AIM OF THE EXERCISE:
Determine the number of lines of the records below that include "PASAJE". Respond with the number and no other text.

*** Opening of RAW DATA ***

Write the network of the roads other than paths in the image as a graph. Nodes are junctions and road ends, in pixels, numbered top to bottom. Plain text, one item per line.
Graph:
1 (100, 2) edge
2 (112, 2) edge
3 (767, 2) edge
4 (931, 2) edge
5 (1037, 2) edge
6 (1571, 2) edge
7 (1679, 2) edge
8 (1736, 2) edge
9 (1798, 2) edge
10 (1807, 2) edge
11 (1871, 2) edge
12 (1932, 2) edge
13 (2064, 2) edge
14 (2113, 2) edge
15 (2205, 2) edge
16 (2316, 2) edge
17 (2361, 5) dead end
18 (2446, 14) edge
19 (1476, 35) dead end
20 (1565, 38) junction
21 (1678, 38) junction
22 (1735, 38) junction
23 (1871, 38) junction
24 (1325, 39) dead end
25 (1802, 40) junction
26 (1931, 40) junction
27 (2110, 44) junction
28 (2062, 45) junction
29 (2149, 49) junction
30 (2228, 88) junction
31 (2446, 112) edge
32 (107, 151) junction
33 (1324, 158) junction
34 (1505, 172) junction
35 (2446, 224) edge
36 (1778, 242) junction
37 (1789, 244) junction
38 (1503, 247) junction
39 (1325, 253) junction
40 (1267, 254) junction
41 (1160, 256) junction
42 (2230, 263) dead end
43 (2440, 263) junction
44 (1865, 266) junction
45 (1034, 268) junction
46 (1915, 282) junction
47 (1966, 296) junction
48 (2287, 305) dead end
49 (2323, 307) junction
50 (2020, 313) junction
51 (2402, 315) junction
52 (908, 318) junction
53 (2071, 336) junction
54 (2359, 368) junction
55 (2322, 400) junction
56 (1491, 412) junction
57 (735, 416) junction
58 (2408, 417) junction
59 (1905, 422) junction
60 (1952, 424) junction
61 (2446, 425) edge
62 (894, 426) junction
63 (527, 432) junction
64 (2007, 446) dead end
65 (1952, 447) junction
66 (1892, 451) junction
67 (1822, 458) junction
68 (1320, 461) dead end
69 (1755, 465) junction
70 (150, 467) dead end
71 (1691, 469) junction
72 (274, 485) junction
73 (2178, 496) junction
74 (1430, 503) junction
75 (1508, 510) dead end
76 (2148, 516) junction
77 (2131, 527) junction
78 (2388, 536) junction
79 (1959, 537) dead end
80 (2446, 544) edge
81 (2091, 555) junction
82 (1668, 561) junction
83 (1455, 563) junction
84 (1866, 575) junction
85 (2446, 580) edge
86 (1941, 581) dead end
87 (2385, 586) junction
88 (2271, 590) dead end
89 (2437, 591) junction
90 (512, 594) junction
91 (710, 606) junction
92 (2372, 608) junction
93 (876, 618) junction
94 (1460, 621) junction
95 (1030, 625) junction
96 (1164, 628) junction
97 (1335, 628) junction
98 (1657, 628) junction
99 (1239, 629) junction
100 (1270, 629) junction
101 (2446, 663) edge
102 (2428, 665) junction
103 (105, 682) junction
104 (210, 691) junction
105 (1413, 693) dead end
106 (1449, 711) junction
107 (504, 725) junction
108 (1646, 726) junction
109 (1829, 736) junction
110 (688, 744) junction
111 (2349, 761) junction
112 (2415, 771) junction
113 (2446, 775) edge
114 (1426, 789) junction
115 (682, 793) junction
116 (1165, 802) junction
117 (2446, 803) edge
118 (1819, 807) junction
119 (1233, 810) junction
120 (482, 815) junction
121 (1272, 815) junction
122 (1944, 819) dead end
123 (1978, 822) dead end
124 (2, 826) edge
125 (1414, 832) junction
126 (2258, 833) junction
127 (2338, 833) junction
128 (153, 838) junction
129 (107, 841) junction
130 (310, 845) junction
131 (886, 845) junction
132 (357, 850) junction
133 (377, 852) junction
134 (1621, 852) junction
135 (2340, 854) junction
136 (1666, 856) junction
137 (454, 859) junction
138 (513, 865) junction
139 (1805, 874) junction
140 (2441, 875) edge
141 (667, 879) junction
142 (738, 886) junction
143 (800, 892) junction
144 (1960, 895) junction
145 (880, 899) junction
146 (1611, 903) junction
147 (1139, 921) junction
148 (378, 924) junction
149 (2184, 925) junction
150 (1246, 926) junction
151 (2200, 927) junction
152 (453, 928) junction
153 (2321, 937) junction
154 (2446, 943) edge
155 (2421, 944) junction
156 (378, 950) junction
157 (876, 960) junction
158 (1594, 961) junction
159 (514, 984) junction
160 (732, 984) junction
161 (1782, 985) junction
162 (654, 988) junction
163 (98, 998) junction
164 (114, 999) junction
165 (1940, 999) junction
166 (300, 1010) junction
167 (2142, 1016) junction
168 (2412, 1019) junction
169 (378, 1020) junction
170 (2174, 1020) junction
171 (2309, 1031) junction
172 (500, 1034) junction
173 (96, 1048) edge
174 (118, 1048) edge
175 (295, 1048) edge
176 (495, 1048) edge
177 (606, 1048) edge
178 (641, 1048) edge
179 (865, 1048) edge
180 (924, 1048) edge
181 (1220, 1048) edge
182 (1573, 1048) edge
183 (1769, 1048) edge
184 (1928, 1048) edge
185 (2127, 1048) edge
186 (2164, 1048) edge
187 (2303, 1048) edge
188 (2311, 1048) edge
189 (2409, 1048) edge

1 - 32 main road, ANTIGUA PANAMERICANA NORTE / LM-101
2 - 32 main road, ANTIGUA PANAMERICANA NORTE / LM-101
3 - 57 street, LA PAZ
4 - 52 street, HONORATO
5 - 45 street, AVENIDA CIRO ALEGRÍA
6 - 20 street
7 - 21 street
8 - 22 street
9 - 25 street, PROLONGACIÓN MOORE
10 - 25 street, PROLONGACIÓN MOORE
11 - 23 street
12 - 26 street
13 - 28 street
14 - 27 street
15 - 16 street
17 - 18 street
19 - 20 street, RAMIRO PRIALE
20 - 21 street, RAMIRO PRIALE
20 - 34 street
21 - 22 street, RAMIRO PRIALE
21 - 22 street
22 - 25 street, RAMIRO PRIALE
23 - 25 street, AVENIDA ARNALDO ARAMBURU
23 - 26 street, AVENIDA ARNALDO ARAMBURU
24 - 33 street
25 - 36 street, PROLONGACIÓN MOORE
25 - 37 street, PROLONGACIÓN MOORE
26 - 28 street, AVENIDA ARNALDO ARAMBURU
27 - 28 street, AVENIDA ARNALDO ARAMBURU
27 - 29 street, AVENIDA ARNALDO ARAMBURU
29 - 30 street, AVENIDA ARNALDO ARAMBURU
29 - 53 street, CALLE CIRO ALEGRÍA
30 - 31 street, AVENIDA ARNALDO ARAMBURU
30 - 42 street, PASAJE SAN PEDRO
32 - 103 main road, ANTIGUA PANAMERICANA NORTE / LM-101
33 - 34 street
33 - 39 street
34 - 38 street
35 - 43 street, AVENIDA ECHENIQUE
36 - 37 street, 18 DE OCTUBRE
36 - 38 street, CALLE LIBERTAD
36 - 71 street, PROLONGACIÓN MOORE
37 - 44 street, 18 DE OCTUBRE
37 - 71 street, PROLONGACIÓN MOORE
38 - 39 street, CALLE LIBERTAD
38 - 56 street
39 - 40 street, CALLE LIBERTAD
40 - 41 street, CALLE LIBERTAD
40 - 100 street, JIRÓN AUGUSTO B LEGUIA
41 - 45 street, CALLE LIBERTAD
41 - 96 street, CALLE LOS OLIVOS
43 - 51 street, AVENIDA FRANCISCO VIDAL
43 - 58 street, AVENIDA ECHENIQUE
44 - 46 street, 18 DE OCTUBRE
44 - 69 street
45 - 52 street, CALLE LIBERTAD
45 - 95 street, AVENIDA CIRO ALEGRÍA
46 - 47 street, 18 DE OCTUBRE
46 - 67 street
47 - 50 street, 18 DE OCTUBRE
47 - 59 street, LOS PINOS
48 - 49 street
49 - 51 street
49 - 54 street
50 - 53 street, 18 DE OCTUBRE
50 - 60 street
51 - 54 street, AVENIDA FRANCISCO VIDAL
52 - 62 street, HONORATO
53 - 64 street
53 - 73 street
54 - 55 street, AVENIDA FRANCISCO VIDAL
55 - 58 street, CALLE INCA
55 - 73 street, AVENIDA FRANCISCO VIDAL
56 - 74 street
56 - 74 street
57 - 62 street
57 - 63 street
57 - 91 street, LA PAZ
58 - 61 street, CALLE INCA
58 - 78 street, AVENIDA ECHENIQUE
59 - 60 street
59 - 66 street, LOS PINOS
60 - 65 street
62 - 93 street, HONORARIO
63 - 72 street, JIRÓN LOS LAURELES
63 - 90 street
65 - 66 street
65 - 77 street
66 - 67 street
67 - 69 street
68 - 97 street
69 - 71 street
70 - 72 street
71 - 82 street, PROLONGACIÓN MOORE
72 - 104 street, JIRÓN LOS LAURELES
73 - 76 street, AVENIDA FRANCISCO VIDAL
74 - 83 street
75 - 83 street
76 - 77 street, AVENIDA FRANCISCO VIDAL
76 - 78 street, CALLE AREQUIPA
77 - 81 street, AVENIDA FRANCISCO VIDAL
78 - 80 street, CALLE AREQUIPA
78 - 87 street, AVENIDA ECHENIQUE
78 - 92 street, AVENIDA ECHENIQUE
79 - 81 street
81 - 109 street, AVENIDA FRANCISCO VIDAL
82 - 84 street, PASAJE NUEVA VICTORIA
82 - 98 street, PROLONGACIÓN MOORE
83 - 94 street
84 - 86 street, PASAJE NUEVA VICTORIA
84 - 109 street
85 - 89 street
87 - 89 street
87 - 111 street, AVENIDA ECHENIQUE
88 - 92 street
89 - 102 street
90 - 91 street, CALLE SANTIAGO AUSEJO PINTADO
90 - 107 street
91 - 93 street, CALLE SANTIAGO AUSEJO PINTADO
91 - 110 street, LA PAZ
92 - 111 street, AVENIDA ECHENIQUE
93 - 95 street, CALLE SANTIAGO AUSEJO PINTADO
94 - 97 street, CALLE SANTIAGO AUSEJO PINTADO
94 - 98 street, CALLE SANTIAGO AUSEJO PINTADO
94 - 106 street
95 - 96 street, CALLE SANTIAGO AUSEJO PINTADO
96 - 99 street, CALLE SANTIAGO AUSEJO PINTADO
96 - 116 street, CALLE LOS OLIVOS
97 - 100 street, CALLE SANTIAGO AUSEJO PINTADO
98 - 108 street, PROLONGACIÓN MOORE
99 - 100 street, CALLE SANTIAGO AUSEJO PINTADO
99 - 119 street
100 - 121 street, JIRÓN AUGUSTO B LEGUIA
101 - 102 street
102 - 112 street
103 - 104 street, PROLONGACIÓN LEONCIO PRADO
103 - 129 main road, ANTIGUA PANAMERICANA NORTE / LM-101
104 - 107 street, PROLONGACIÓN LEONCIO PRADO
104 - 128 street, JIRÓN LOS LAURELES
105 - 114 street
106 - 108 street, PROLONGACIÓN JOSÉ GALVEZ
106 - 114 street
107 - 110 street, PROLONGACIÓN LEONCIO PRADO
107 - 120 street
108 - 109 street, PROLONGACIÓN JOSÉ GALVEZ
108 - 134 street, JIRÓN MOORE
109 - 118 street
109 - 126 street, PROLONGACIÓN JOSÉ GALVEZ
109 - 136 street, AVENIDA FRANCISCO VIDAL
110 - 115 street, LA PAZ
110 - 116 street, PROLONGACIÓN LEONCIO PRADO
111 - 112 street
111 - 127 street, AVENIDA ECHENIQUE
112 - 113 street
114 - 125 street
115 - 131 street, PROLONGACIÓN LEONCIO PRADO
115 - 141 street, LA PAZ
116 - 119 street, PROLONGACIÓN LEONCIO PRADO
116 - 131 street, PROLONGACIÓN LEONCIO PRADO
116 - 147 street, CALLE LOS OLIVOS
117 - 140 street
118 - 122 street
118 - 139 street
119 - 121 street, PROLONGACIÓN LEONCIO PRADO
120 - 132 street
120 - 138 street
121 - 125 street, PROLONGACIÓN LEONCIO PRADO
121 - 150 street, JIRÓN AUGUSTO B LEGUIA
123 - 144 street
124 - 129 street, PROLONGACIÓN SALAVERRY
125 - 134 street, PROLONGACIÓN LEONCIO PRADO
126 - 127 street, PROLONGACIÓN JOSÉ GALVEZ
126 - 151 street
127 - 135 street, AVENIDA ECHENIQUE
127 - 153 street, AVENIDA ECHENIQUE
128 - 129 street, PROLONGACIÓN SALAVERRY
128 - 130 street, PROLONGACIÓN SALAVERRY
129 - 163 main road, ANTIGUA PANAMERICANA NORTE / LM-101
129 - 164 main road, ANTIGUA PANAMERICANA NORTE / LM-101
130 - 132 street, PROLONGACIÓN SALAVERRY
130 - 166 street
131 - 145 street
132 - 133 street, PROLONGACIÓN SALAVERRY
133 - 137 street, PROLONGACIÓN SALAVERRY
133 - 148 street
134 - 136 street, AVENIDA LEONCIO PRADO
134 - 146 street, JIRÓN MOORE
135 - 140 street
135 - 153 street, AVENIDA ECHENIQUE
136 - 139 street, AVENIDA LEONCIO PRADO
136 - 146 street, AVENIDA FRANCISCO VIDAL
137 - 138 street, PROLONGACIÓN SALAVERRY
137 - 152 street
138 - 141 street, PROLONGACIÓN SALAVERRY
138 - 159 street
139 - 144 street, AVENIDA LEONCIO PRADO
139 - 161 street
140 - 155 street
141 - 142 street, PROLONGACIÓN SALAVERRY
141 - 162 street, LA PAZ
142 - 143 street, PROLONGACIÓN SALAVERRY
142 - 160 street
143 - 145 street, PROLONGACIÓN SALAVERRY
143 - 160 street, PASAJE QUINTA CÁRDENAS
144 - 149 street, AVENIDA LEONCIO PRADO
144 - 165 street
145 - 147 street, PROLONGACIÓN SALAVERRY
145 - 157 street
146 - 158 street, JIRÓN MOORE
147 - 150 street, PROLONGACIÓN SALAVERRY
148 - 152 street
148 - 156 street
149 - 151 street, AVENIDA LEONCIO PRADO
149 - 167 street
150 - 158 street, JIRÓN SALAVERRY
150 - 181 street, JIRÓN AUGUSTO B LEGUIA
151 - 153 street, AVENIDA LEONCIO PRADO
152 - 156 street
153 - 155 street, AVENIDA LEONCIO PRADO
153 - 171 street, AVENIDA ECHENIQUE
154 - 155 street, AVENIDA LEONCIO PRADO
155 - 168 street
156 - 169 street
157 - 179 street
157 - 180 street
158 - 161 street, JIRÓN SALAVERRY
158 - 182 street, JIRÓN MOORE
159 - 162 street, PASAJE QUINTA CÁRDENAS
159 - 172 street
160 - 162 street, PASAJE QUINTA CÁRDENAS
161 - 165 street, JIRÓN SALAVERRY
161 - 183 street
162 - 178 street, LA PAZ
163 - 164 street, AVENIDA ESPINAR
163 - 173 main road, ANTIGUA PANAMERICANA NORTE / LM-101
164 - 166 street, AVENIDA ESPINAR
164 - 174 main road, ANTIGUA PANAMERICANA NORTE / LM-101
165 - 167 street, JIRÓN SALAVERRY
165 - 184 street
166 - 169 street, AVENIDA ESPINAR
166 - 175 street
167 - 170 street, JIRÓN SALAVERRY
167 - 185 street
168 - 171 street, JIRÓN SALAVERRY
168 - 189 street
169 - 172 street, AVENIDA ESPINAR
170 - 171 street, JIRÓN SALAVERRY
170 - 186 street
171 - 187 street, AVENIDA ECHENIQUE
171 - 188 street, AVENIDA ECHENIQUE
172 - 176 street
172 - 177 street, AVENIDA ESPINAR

*** Close of RAW DATA ***

THE COMPLETED TASK:
6